The Payne Center, currently under construction and scheduled for completion in January 2010, was envisioned and supported by a dedicated team of donors, students, Native American groups, faculty, and local groups that sought to create something far beyond a structure made of bricks and mortar. They wanted to create a transformative presence on campus.
Leading the charge to create the new center was the Terry Payne family. “We couldn’t have done it without them,” said Christopher Comer, dean of the College of Arts and Sciences. “If key donors like the Payne family hadn’t offered support when they did and expanded and augmented the vision, we would not have ended up with the center as we see it now.”
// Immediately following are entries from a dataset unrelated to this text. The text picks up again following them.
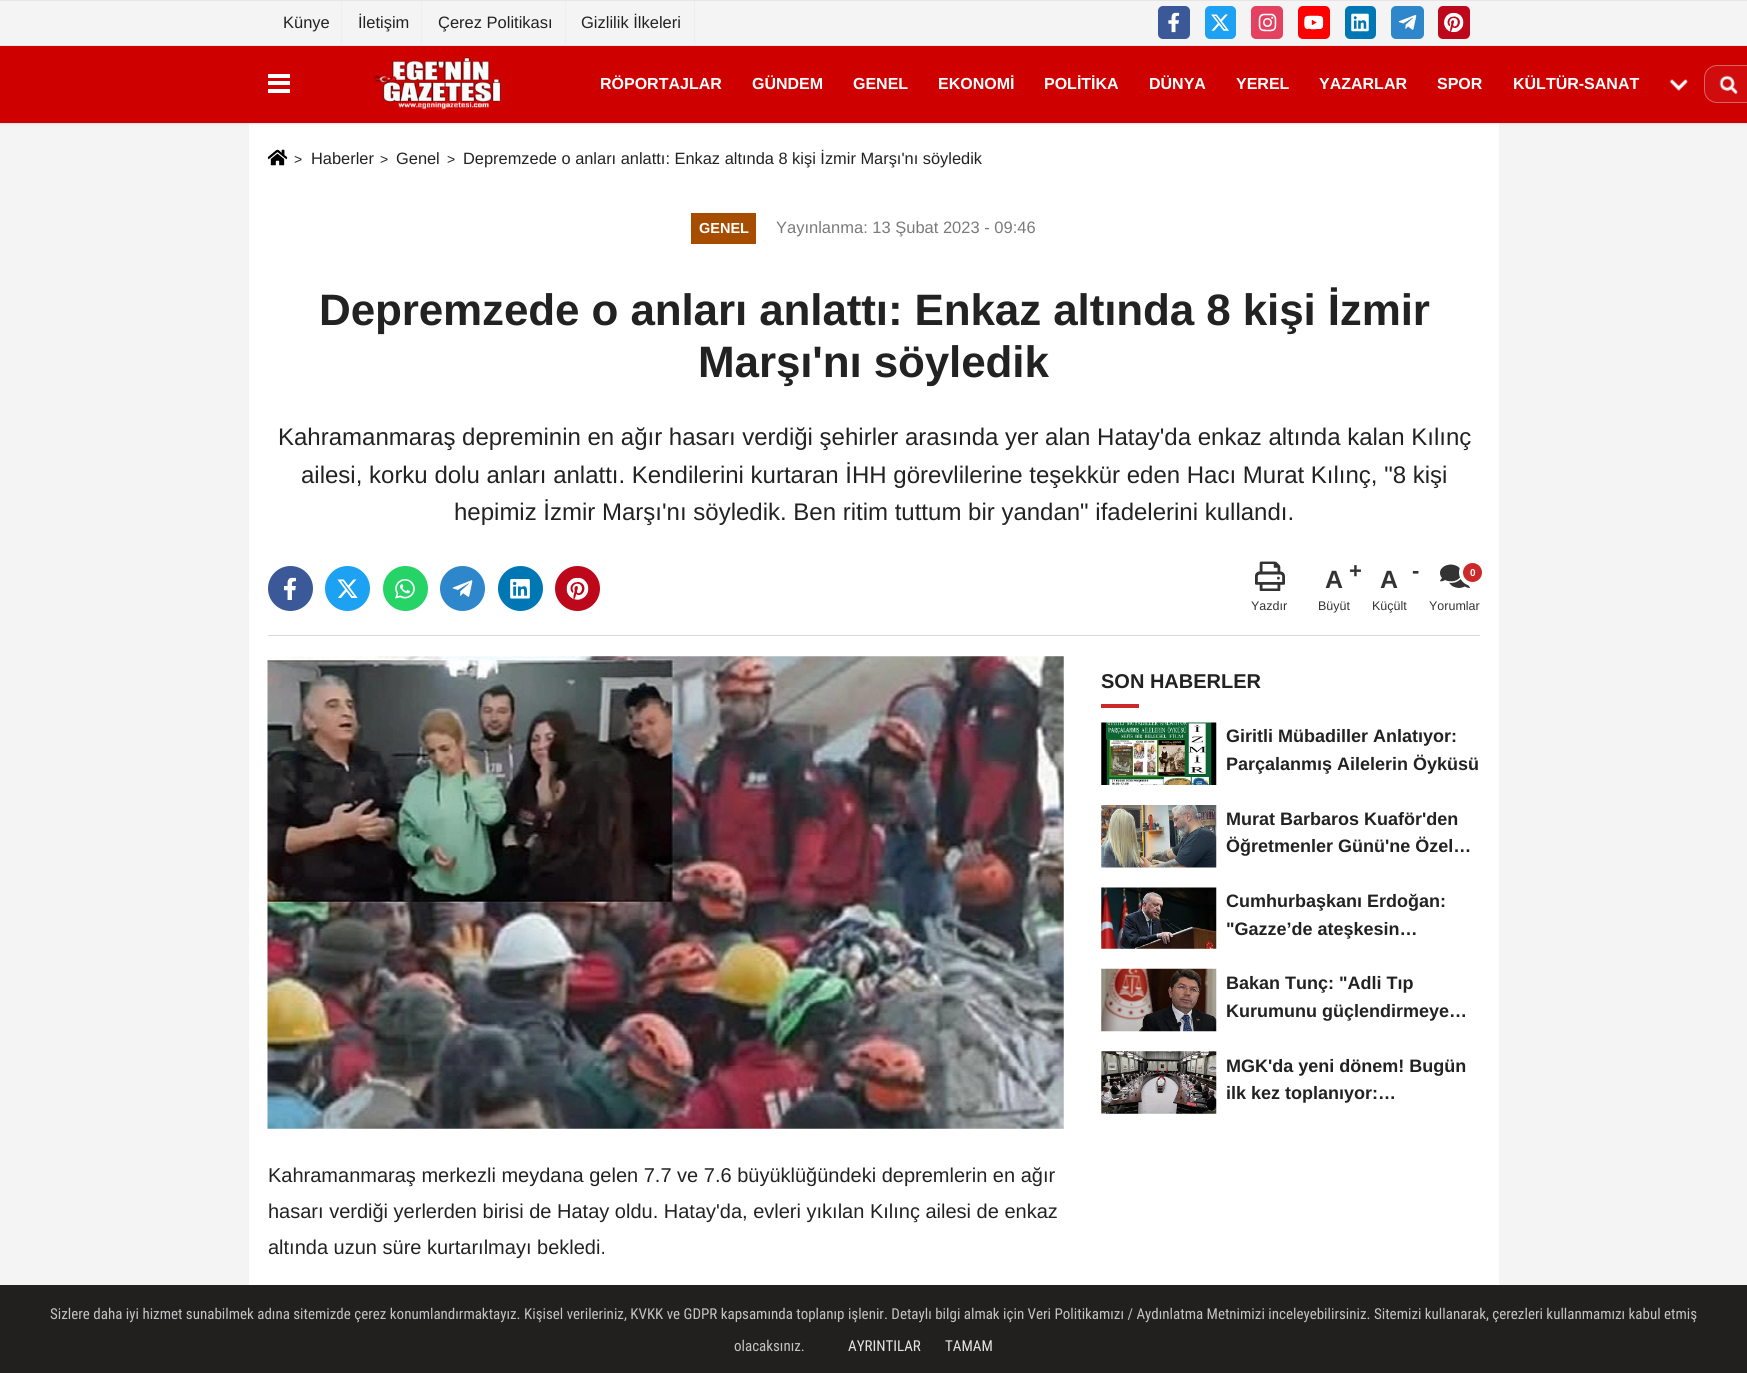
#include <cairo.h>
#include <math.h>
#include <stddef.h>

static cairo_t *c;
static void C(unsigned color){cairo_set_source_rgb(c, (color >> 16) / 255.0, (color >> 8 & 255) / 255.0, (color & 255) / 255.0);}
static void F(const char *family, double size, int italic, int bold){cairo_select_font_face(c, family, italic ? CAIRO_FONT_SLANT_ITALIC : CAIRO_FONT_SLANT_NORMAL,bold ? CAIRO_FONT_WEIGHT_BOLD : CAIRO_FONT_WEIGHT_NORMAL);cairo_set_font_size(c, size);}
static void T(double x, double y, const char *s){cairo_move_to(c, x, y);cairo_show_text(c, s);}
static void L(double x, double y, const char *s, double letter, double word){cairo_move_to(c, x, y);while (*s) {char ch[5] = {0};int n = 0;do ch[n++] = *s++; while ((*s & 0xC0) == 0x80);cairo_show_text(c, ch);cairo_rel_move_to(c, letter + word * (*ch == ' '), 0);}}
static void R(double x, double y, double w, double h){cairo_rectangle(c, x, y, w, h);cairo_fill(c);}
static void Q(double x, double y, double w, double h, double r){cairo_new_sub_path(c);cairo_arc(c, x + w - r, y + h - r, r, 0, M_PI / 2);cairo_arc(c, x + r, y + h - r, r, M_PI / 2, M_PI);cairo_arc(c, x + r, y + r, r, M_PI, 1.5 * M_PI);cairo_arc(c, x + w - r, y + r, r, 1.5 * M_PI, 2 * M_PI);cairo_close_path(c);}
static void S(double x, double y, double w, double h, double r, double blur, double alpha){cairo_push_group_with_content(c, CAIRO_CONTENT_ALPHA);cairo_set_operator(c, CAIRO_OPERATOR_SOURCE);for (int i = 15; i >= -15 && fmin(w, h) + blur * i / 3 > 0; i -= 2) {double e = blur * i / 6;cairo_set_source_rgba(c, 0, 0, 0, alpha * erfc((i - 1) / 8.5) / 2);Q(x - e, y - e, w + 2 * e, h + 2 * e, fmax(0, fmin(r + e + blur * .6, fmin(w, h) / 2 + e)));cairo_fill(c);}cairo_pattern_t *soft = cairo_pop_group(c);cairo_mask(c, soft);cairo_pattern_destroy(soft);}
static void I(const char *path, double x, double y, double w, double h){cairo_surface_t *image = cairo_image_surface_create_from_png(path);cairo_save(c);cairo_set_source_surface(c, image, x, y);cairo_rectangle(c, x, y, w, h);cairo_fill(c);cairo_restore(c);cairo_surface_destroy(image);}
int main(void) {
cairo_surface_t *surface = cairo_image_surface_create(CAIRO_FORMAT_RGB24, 1747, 1373);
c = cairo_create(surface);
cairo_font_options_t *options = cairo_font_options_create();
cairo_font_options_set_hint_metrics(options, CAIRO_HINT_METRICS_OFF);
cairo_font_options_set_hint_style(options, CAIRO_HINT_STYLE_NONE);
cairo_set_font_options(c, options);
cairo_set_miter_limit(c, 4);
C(0xf4f4f4);
cairo_paint(c);
C(0x221f1f);
R(0,1285,1747,88);
C(0xe6e6e6);
R(0,0,1747,1);
C(0xeeeeee);
R(341,1,1,44);
F("Liberation Sans",16.5,0,0);
C(0x222222);
T(283,28,"Künye");
C(0xeeeeee);
R(421,1,1,44);
C(0x222222);
T(358,28,"İletişim");
C(0xeeeeee);
R(565,1,1,44);
C(0x222222);
T(438,28,"Çerez Politikası");
C(0xeeeeee);
R(694,1,1,44);
C(0x222222);
T(581,28,"Gizlilik İlkeleri");
C(0x3b5998);
Q(1158,6,32,33,5);
cairo_fill(c);
I("1.png",1168,12,12,21);
C(0x1da1f2);
Q(1205,6,31,33,5);
cairo_fill(c);
I("2.png",1211,14,18,17);
C(0xe4405f);
Q(1251,6,32,33,5);
cairo_fill(c);
I("3.png",1258,13,19,19);
C(0xff0000);
Q(1298,6,32,33,5);
cairo_fill(c);
I("4.png",1304,15,20,15);
C(0x0077b5);
Q(1345,6,31,33,5);
cairo_fill(c);
I("5.png",1351,13,18,19);
C(0x2e87ca);
Q(1391,6,33,33,5);
cairo_fill(c);
I("6.png",1398,15,19,15);
C(0xbd081c);
Q(1438,6,32,33,5);
cairo_fill(c);
I("7.png",1444,12,20,21);
C(0xe6e6e6);
R(0,45,1747,1);
C(0xffffff);
R(249,123,1250,1162);
C(0x000000);
S(0,48,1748,76,0,1,.1);
C(0xcf0000);
R(0,46,1747,77);
C(0xffffff);
R(268,74,22,4);
R(268,81,22,4);
R(268,89,22,4);
I("8.png",371,55,133,59);
F("Liberation Sans",16,0,1);
T(600,89,"RÖPORTAJLAR");
T(752,89,"GÜNDEM");
T(853,89,"GENEL");
T(938,89,"EKONOMİ");
T(1044,89,"POLİTİKA");
T(1149,89,"DÜNYA");
T(1236,89,"YEREL");
T(1319,89,"YAZARLAR");
T(1437,89,"SPOR");
T(1513,89,"KÜLTÜR-SANAT");
I("9.png",1669,79,19,12);
C(0xd00c0c);
Q(1704,65,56,38,13);
cairo_fill(c);
Q(1704.5,65.5,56,37,12.5);
cairo_set_source_rgba(c,0.867,0.867,0.867,0.42);
cairo_set_line_width(c,1);
cairo_stroke(c);
I("10.png",1719,75,19,19);
I("11.png",267,149,21,17);
F("Liberation Sans",14,0,0);
C(0x222222);
T(294,164,">");
F("Liberation Sans",16.4,0,0);
T(311,164,"Haberler");
F("Liberation Sans",14,0,0);
T(380,164,">");
F("Liberation Sans",16.4,0,0);
T(396,164,"Genel");
F("Liberation Sans",14,0,0);
T(447,164,">");
F("Liberation Sans",16.4,0,0);
T(463,164,"Depremzede o anları anlattı: Enkaz altında 8 kişi İzmir Marşı'nı söyledik");
C(0xa64d00);
R(691,213,65,31);
F("Liberation Sans",14.5,0,1);
C(0xffffff);
T(699,233,"GENEL");
F("Liberation Sans",16.5,0,0);
C(0x7a7a7a);
T(776,233,"Yayınlanma: 13 Şubat 2023 - 09:46");
F("Liberation Sans",44,0,1);
C(0x222222);
L(319,325,"Depremzede o anları anlattı: Enkaz altında 8 kişi İzmir",-.12,0);
L(698,377,"Marşı'nı söyledik",-.12,0);
F("Liberation Sans",24,0,0);
T(278,445,"Kahramanmaraş depreminin en ağır hasarı verdiği şehirler arasında yer alan Hatay'da enkaz altında kalan Kılınç");
T(301,483,"ailesi, korku dolu anları anlattı. Kendilerini kurtaran İHH görevlilerine teşekkür eden Hacı Murat Kılınç, \"8 kişi");
T(454,520,"hepimiz İzmir Marşı'nı söyledik. Ben ritim tuttum bir yandan\" ifadelerini kullandı.");
C(0x3b5998);
cairo_new_path(c);
cairo_arc(c,290.5,588.5,22.5,0,2 * M_PI);
cairo_fill(c);
I("12.png",284,577,12,23);
C(0x1da1f2);
cairo_arc(c,347.5,588.5,22.5,0,2 * M_PI);
cairo_fill(c);
I("13.png",337,579,21,19);
C(0x25d366);
cairo_arc(c,405.5,588.5,22.5,0,2 * M_PI);
cairo_fill(c);
I("14.png",395,579,20,20);
C(0x2e87ca);
cairo_arc(c,462.5,588.5,22.5,0,2 * M_PI);
cairo_fill(c);
I("15.png",452,580,21,17);
C(0x0077b5);
cairo_arc(c,520.5,588.5,22.5,0,2 * M_PI);
cairo_fill(c);
I("16.png",510,579,20,20);
C(0xbd081c);
cairo_arc(c,577.5,588.5,22.5,0,2 * M_PI);
cairo_fill(c);
I("17.png",566,577,23,23);
I("18.png",1255,561,30,30);
F("Liberation Sans",12.5,0,0);
C(0x333333);
T(1251,610,"Yazdır");
F("Liberation Sans",25,0,1);
T(1325,588,"A");
F("Liberation Sans",22,0,1);
T(1349,578,"+");
F("Liberation Sans",12.5,0,0);
T(1318,610,"Büyüt");
F("Liberation Sans",25,0,1);
T(1380,588,"A");
F("Liberation Sans",22,0,1);
T(1412,578,"-");
F("Liberation Sans",12.5,0,0);
T(1372,610,"Küçült");
I("19.png",1440,564,30,24);
C(0xcc292b);
cairo_arc(c,1472.5,572.5,11.5,0,2 * M_PI);
cairo_fill_preserve(c);
C(0xffffff);
cairo_set_line_width(c,4);
cairo_stroke(c);
F("Liberation Sans",10,0,1);
T(1470,576,"0");
F("Liberation Sans",12.5,0,0);
C(0x333333);
T(1429,610,"Yorumlar");
C(0xd9d9d9);
R(268,635,1212,1);
F("Liberation Sans",20,0,1);
C(0x222222);
T(1101,688,"SON HABERLER");
C(0xcc292b);
R(1101,704,38,4);
I("20.png",1101,722,116,63);
F("Liberation Sans",18,0,1);
C(0x222222);
T(1226,742,"Giritli Mübadiller Anlatıyor:");
T(1226,770,"Parçalanmış Ailelerin Öyküsü");
I("21.png",1101,805,116,63);
T(1226,825,"Murat Barbaros Kuaför'den");
T(1226,852,"Öğretmenler Günü'ne Özel…");
I("22.png",1101,887,116,62);
T(1226,907,"Cumhurbaşkanı Erdoğan:");
T(1226,935,"\"Gazze’de ateşkesin…");
I("23.png",1101,968,116,64);
T(1226,989,"Bakan Tunç: \"Adli Tıp");
T(1226,1017,"Kurumunu güçlendirmeye…");
I("24.png",1101,1051,116,63);
T(1226,1072,"MGK'da yeni dönem! Bugün");
T(1226,1099,"ilk kez toplanıyor:…");
I("25.png",267,656,797,473);
F("Liberation Sans",20,0,0);
T(268,1182,"Kahramanmaraş merkezli meydana gelen 7.7 ve 7.6 büyüklüğündeki depremlerin en ağır");
T(268,1218,"hasarı verdiği yerlerden birisi de Hatay oldu. Hatay'da, evleri yıkılan Kılınç ailesi de enkaz");
T(268,1254,"altında uzun süre kurtarılmayı bekledi.");
F("Roboto Condensed",15,0,0);
C(0xc4c3c3);
T(50,1319,"Sizlere daha iyi hizmet sunabilmek adına sitemizde çerez konumlandırmaktayız. Kişisel verileriniz, KVKK ve GDPR kapsamında toplanıp işlenir. Detaylı bilgi almak için Veri Politikamızı / Aydınlatma Metnimizi inceleyebilirsiniz. Sitemizi kullanarak, çerezleri kullanmamızı kabul etmiş");
T(734,1351,"olacaksınız.");
C(0xe4e4e4);
T(848,1351,"AYRINTILAR");
T(945,1351,"TAMAM");
cairo_surface_write_to_png(surface, "o.png");
cairo_font_options_destroy(options);
cairo_destroy(c);
cairo_surface_destroy(surface);
return 0;
}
The Payne family members are lifelong Montanans who wanted to make a difference in their state. The goal was to create a new kind of community, Comer explained. “The Payne Center would be a space where Native American tribes would come together, where students would come together, academic and non-academic interests would come together—all for the celebration of Native American culture.”
In fact, a sense of togetherness infused the project years before construction began. In October 2005, spiritual and community leaders from all of Montana’s Native American tribes gathered with the campus community for an historic sunrise ceremony to bless the Payne Center’s building site. It was the first time in more than 100 years that all the state’s tribes gathered for such a unified purpose.
The ripple effect created by the Payne Center is already evident. Experts from Australia and New Zealand are consulting with faculty at UM over challenges like preserving cultures and languages of their native peoples. “The issues Native Americans have struggled with are paralleled in people all around the globe,” said Comer. “As Montana makes great strides in working with Native populations here, it will be a great model for how to help work with indigenous populations around the world.”
That kind of achievement only happens when everyone commits to crossing boundaries and working as one.
“A unique constellation of goodwill and clever thinking went into this center,” said Comer. It’s that kind of thinking that will keep Native American communities vibrant and strong into the next century and beyond.